Jesus justificou o coração fiel
Jesus, no entanto, responde com a dignidade que Lhe era própria, e com o amor, que sempre O caracterizou, que vê a verdade, mas que ao mesmo tempo defende o coração fiel diante daqueles que os entendem mal. Ele amou a ambas de fato, e diz em resposta: “Marta, Marta, estás ansiosa e afadigada com muitas coisas”. Ele trata primeiro com ela. Ela não deveria estar tão ansiosa e preocupada. Marta não sabia o que Paulo sabia tão bem – “mas uma coisa faço” (Fp 3:13). Nunca houve um homem com tão numerosas ocupações como o apóstolo, nunca houve outro com tal coração para a Igreja. E, no entanto, ele poderia empregar alegremente suas mãos em fazer tendas, porque ele não queria ser pesado, embora tivesse o direito de o ser como um apóstolo de Cristo. O que foi que o fez tão concentrado e feliz por meio de todo o seu trabalho e sofrimento? A razão era que uma Pessoa, o único objeto digno, encheu e governou coração de Paulo. Isso o fez completamente feliz no meio das mais profundas aflições. Aquela “uma coisa” é precisamente o que é necessário para o filho de Deus, e a mesma coisa que Marta praticamente não tinha. Não era que ela não cria no Senhor, mas ela também tinha seus próprios pensamentos. A natureza era forte. Ela mantinha os fundamentos da tradição e dos sentimentos judaicos; todas essas coisas operavam ativamente em sua mente. Para tal pessoa, receber o Senhor Jesus não era apenas uma questão de honrá-Lo, mas de honrar a si mesma também. Nesses casos, o ego sempre se mistura numa maior ou menor medida, até mesmo com o desejo de exibir o respeito apresentado a Jesus.
“Entretanto, pouco é necessário ou mesmo uma só coisa; Maria, pois, escolheu a boa parte, e esta não lhe será tirada” (v 42). Não há nada mais como isso. Essa boa parte significa valorizar a Cristo e Sua Palavra; não pensar o que Maria poderia fazer por Ele, mas o que Ele poderia fazer por Maria. Receber tudo do Senhor para sua alma, em vez de recebê-Lo em sua casa, estava diante da alma de Maria.

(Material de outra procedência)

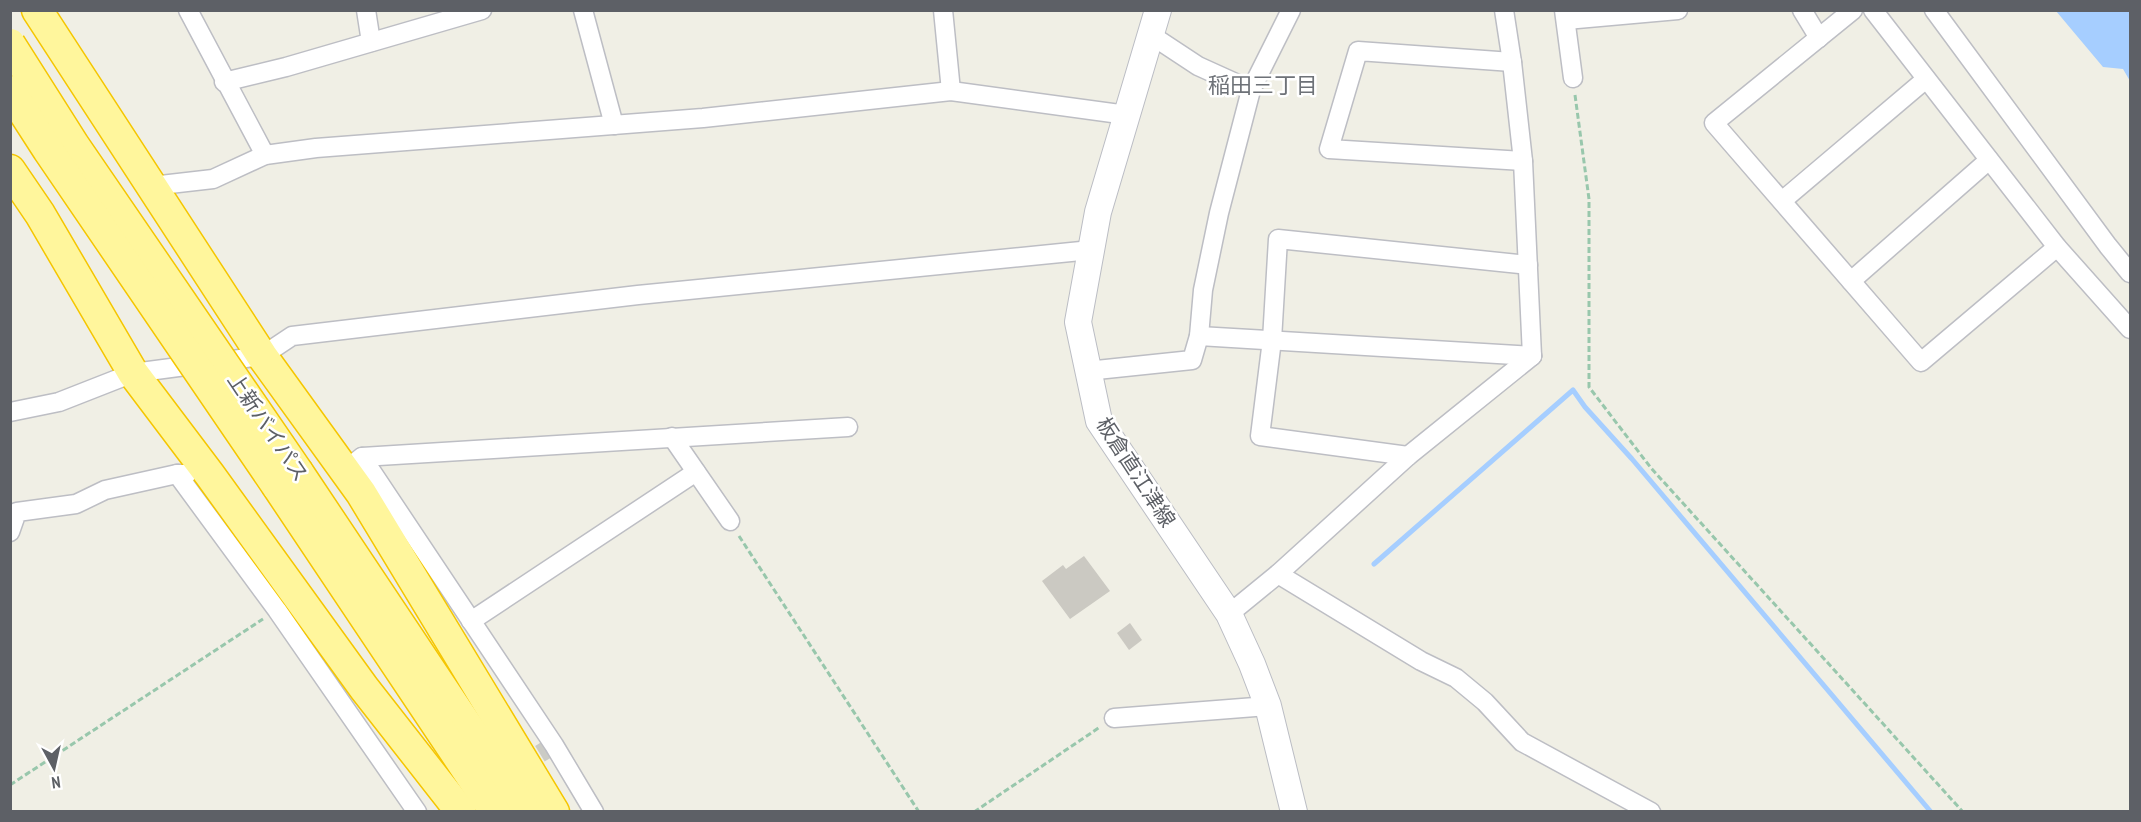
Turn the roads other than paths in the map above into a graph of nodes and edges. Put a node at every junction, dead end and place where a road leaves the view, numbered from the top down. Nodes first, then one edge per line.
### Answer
1 (37, 10) edge
2 (188, 10) edge
3 (366, 10) edge
4 (482, 10) edge
5 (943, 10) edge
6 (1158, 10) edge
7 (1291, 10) edge
8 (1504, 10) edge
9 (1678, 10) edge
10 (1802, 10) edge
11 (1853, 10) edge
12 (1873, 10) edge
13 (1934, 10) edge
14 (589, 12) edge
15 (1565, 15) edge
16 (1151, 35) junction
17 (1819, 38) junction
18 (371, 42) junction
19 (10, 44) edge
20 (1512, 62) junction
21 (1573, 78) road end
22 (1926, 79) junction
23 (224, 82) junction
24 (1251, 90) junction
25 (10, 91) edge
26 (951, 91) junction
27 (1127, 115) junction
28 (614, 125) junction
29 (265, 155) junction
30 (1989, 160) junction
31 (1524, 161) junction
32 (10, 170) edge
33 (152, 186) junction
34 (1782, 201) junction
35 (2057, 247) junction
36 (1091, 250) junction
37 (1528, 265) junction
38 (2130, 273) edge
39 (1851, 280) junction
40 (2130, 329) edge
41 (1199, 336) junction
42 (1272, 340) junction
43 (262, 356) junction
44 (1532, 356) junction
45 (1088, 371) junction
46 (133, 373) junction
47 (10, 412) edge
48 (848, 427) dead end
49 (672, 437) junction
50 (1408, 456) junction
51 (353, 464) junction
52 (696, 472) junction
53 (177, 474) junction
54 (210, 475) junction
55 (288, 479) junction
56 (730, 521) road end
57 (10, 532) edge
58 (1278, 574) junction
59 (1229, 614) junction
60 (471, 621) junction
61 (1268, 706) junction
62 (1114, 718) road end
63 (417, 812) edge
64 (461, 812) edge
65 (495, 812) edge
66 (525, 812) edge
67 (554, 812) edge
68 (594, 812) edge
69 (1294, 812) edge
70 (1651, 812) edge

1 - 33 highway
2 - 23 street
3 - 18 street
4 - 18 street
5 - 26 street
6 - 16 main road, 板倉直江津線
7 - 24 street
8 - 20 street
9 - 15 street
10 - 17 street
11 - 17 street
12 - 22 street
13 - 38 street
14 - 28 street
15 - 21 street
16 - 24 street
16 - 27 main road, 板倉直江津線
17 - 34 street
18 - 23 street
19 - 55 highway, 上新バイパス, bridge
20 - 31 street
20 - 31 street
22 - 30 street
22 - 34 street
23 - 29 street
24 - 41 street
25 - 55 highway, 上新バイパス, bridge
26 - 27 street
26 - 28 street
27 - 36 main road, 板倉直江津線
28 - 29 street
29 - 33 street
30 - 35 street
30 - 39 street
31 - 37 street
32 - 46 highway
33 - 43 highway
34 - 39 street
35 - 39 street
35 - 40 street
36 - 43 street
36 - 45 main road, 板倉直江津線
37 - 42 street
37 - 44 street
41 - 42 street
41 - 45 street
42 - 44 street
42 - 50 street
43 - 46 street
43 - 51 highway
44 - 50 street
45 - 59 main road, 板倉直江津線
46 - 47 street
46 - 54 highway
48 - 49 street
49 - 51 street
49 - 52 street
50 - 58 street
51 - 60 street
51 - 67 highway
52 - 56 street
52 - 60 street
53 - 54 street
53 - 57 street
53 - 63 street
54 - 64 highway
55 - 65 highway, 上新バイパス
55 - 66 highway, 上新バイパス
58 - 59 street
58 - 70 street
59 - 61 main road, 板倉直江津線
60 - 68 street
61 - 62 street
61 - 69 main road, 板倉直江津線

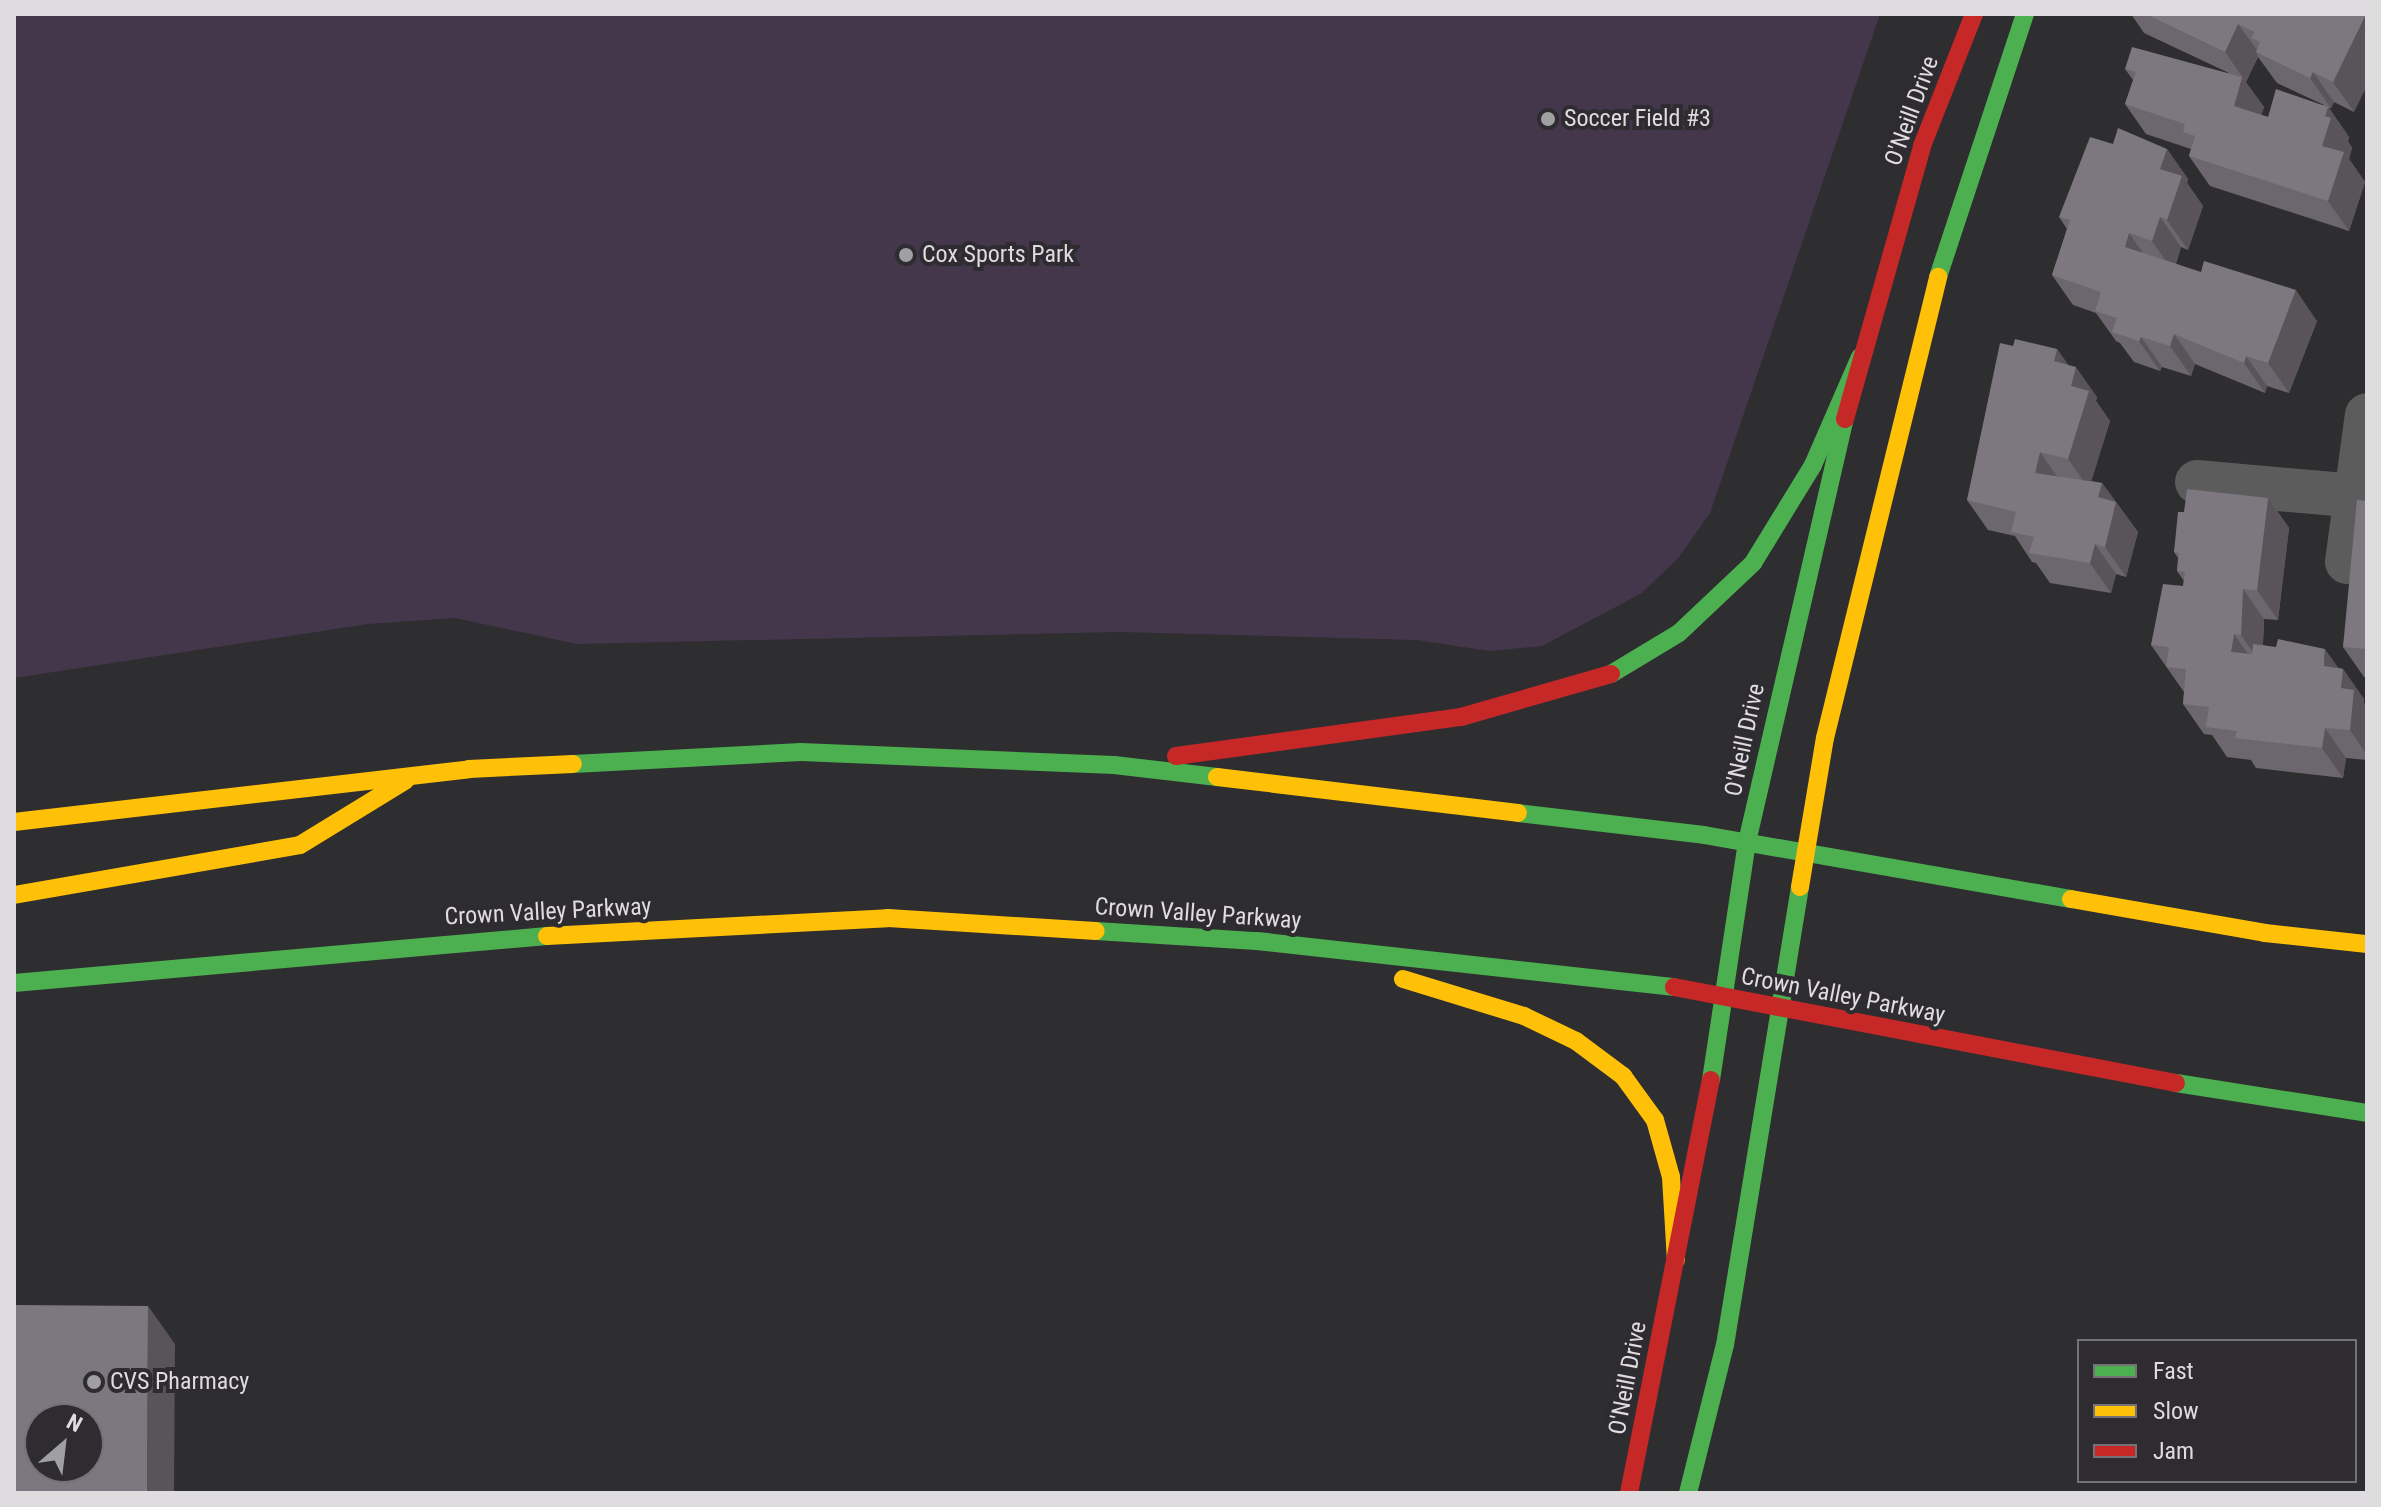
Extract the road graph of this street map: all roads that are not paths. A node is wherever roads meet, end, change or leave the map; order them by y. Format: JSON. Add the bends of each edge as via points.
{"nodes":[{"id":1,"x":1974,"y":14,"type":"edge"},
{"id":2,"x":2025,"y":14,"type":"edge"},
{"id":3,"x":1860,"y":357,"type":"junction"},
{"id":4,"x":2367,"y":415,"type":"edge"},
{"id":5,"x":2197,"y":482,"type":"dead end"},
{"id":6,"x":2361,"y":497,"type":"edge"},
{"id":7,"x":2347,"y":562,"type":"dead end"},
{"id":8,"x":1114,"y":765,"type":"junction"},
{"id":9,"x":412,"y":776,"type":"junction"},
{"id":10,"x":14,"y":822,"type":"edge"},
{"id":11,"x":1747,"y":842,"type":"junction"},
{"id":12,"x":1806,"y":850,"type":"junction"},
{"id":13,"x":14,"y":895,"type":"edge"},
{"id":14,"x":1257,"y":941,"type":"junction"},
{"id":15,"x":2367,"y":944,"type":"edge"},
{"id":16,"x":14,"y":983,"type":"edge"},
{"id":17,"x":1727,"y":997,"type":"junction"},
{"id":18,"x":1783,"y":1008,"type":"junction"},
{"id":19,"x":2367,"y":1113,"type":"edge"},
{"id":20,"x":1676,"y":1260,"type":"junction"},
{"id":21,"x":1629,"y":1493,"type":"edge"},
{"id":22,"x":1688,"y":1493,"type":"edge"}],
"edges":[{"from":1,"to":3,"type":"main road","name":"O'Neill Drive","via":[[1922,146]]},
{"from":2,"to":12,"type":"main road","via":[[1922,325],[1825,738]]},
{"from":3,"to":8,"type":"main road","via":[[1813,465],[1753,563],[1679,633],[1598,681],[1461,717]]},
{"from":3,"to":11,"type":"main road","name":"O'Neill Drive"},
{"from":4,"to":6,"type":"street"},
{"from":5,"to":6,"type":"street"},
{"from":6,"to":7,"type":"street"},
{"from":8,"to":9,"type":"main road","via":[[801,752]]},
{"from":8,"to":11,"type":"main road"},
{"from":9,"to":10,"type":"main road"},
{"from":9,"to":13,"type":"main road","via":[[300,845]]},
{"from":11,"to":12,"type":"main road"},
{"from":11,"to":17,"type":"main road","name":"O'Neill Drive"},
{"from":12,"to":15,"type":"main road","via":[[2265,933]]},
{"from":12,"to":18,"type":"main road"},
{"from":14,"to":16,"type":"main road","name":"Crown Valley Parkway","via":[[888,918],[470,940]]},
{"from":14,"to":17,"type":"main road","name":"Crown Valley Parkway"},
{"from":14,"to":20,"type":"main road","via":[[1524,1016],[1576,1041],[1623,1076],[1655,1120],[1671,1177]]},
{"from":17,"to":18,"type":"main road","name":"Crown Valley Parkway"},
{"from":17,"to":20,"type":"main road","name":"O'Neill Drive"},
{"from":18,"to":19,"type":"main road","name":"Crown Valley Parkway","via":[[2251,1097]]},
{"from":18,"to":22,"type":"main road","via":[[1725,1345]]},
{"from":20,"to":21,"type":"main road","name":"O'Neill Drive"}]}
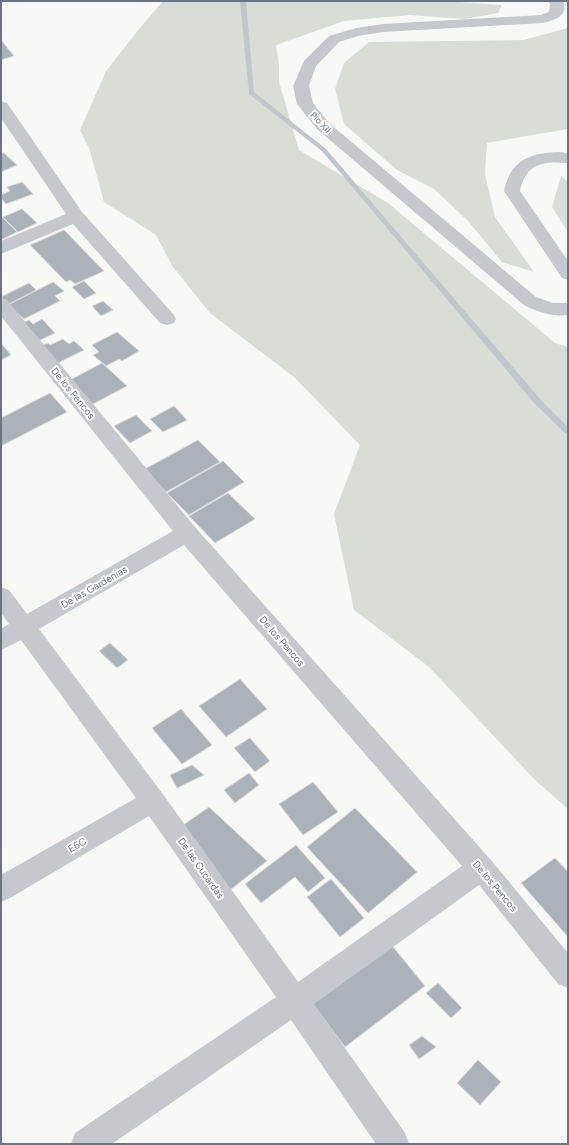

Esta era a única coisa necessária – era o próprio Cristo. Ele é tudo, e Maria sentiu isso. Essa “boa parte … não lhe será tirada” – é eterna. As honras de Marta passaram; elas estavam próximas do fim, pois logo Jesus não seria conhecido segundo a carne. Mas a posição de Maria, de fé humilde em ouvir Sua Palavra, duraria para sempre. Mesmo no céu a essência disso não será perdida. A comunhão com Jesus, o deleite em Jesus, a humildade de coração diante de Jesus, serão sempre verdades; é a parte da verdadeira dedicação e do amor mais profundo. Por maior que seja a fé e a esperança, o amor é o que permanece para sempre, e o amor agora é proporcional ao poder de fé e de esperança. Todas essas coisas eram incomparavelmente mais ricas e mais fortes no coração de Maria do que no de Marta, e isso porque Cristo encheu o coração de Maria — essa única coisa que é necessária.